Work instructions: Once you have read the data below, please repeat all of it exactly.

*** Input for this task ***

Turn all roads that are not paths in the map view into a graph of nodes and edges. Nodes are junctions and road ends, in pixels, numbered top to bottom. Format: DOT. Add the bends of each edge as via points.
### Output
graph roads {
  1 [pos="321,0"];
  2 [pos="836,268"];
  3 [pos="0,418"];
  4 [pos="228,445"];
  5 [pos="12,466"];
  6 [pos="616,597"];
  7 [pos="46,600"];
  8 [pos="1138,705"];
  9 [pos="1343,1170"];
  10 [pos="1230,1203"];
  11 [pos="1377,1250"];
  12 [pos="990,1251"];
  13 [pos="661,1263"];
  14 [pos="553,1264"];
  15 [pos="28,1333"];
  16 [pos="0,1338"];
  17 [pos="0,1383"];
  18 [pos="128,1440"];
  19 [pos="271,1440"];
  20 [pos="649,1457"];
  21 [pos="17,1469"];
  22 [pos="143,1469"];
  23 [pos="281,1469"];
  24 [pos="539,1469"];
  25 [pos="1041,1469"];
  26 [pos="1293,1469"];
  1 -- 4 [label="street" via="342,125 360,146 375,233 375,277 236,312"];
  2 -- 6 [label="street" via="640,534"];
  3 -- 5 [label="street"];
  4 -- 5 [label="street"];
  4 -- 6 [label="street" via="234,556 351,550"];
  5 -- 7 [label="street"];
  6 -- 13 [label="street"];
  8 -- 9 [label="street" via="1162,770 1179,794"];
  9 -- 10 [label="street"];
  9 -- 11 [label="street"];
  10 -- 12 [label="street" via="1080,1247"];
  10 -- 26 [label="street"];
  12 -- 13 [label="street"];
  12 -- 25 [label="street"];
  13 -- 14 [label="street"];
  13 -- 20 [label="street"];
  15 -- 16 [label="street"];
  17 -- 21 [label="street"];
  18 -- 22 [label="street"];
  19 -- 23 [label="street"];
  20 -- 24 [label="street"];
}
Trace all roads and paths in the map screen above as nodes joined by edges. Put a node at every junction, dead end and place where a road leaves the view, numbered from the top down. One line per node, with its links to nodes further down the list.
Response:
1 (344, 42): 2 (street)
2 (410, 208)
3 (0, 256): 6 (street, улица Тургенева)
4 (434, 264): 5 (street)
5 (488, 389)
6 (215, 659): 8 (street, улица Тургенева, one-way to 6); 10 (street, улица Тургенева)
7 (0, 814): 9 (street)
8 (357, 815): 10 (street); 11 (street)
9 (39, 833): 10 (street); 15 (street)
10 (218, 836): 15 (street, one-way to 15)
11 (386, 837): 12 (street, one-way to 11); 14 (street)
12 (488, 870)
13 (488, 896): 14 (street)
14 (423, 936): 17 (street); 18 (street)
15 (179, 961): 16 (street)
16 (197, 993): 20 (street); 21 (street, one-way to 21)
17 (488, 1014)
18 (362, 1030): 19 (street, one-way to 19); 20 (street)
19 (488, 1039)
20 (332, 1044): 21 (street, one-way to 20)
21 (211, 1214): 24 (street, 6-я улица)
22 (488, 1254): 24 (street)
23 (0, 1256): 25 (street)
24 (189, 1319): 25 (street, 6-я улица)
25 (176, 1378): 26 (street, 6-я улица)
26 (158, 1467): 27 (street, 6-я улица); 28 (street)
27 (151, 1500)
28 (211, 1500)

***

Solution to this task:
Turn all roads that are not paths in the map view into a graph of nodes and edges. Nodes are junctions and road ends, in pixels, numbered top to bottom. Format: DOT. Add the bends of each edge as via points.
### Output
graph roads {
  1 [pos="321,0"];
  2 [pos="836,268"];
  3 [pos="0,418"];
  4 [pos="228,445"];
  5 [pos="12,466"];
  6 [pos="616,597"];
  7 [pos="46,600"];
  8 [pos="1138,705"];
  9 [pos="1343,1170"];
  10 [pos="1230,1203"];
  11 [pos="1377,1250"];
  12 [pos="990,1251"];
  13 [pos="661,1263"];
  14 [pos="553,1264"];
  15 [pos="28,1333"];
  16 [pos="0,1338"];
  17 [pos="0,1383"];
  18 [pos="128,1440"];
  19 [pos="271,1440"];
  20 [pos="649,1457"];
  21 [pos="17,1469"];
  22 [pos="143,1469"];
  23 [pos="281,1469"];
  24 [pos="539,1469"];
  25 [pos="1041,1469"];
  26 [pos="1293,1469"];
  1 -- 4 [label="street" via="342,125 360,146 375,233 375,277 236,312"];
  2 -- 6 [label="street" via="640,534"];
  3 -- 5 [label="street"];
  4 -- 5 [label="street"];
  4 -- 6 [label="street" via="234,556 351,550"];
  5 -- 7 [label="street"];
  6 -- 13 [label="street"];
  8 -- 9 [label="street" via="1162,770 1179,794"];
  9 -- 10 [label="street"];
  9 -- 11 [label="street"];
  10 -- 12 [label="street" via="1080,1247"];
  10 -- 26 [label="street"];
  12 -- 13 [label="street"];
  12 -- 25 [label="street"];
  13 -- 14 [label="street"];
  13 -- 20 [label="street"];
  15 -- 16 [label="street"];
  17 -- 21 [label="street"];
  18 -- 22 [label="street"];
  19 -- 23 [label="street"];
  20 -- 24 [label="street"];
}
Trace all roads and paths in the map screen above as nodes joined by edges. Put a node at every junction, dead end and place where a road leaves the view, numbered from the top down. One line per node, with its links to nodes further down the list.
Response:
1 (344, 42): 2 (street)
2 (410, 208)
3 (0, 256): 6 (street, улица Тургенева)
4 (434, 264): 5 (street)
5 (488, 389)
6 (215, 659): 8 (street, улица Тургенева, one-way to 6); 10 (street, улица Тургенева)
7 (0, 814): 9 (street)
8 (357, 815): 10 (street); 11 (street)
9 (39, 833): 10 (street); 15 (street)
10 (218, 836): 15 (street, one-way to 15)
11 (386, 837): 12 (street, one-way to 11); 14 (street)
12 (488, 870)
13 (488, 896): 14 (street)
14 (423, 936): 17 (street); 18 (street)
15 (179, 961): 16 (street)
16 (197, 993): 20 (street); 21 (street, one-way to 21)
17 (488, 1014)
18 (362, 1030): 19 (street, one-way to 19); 20 (street)
19 (488, 1039)
20 (332, 1044): 21 (street, one-way to 20)
21 (211, 1214): 24 (street, 6-я улица)
22 (488, 1254): 24 (street)
23 (0, 1256): 25 (street)
24 (189, 1319): 25 (street, 6-я улица)
25 (176, 1378): 26 (street, 6-я улица)
26 (158, 1467): 27 (street, 6-я улица); 28 (street)
27 (151, 1500)
28 (211, 1500)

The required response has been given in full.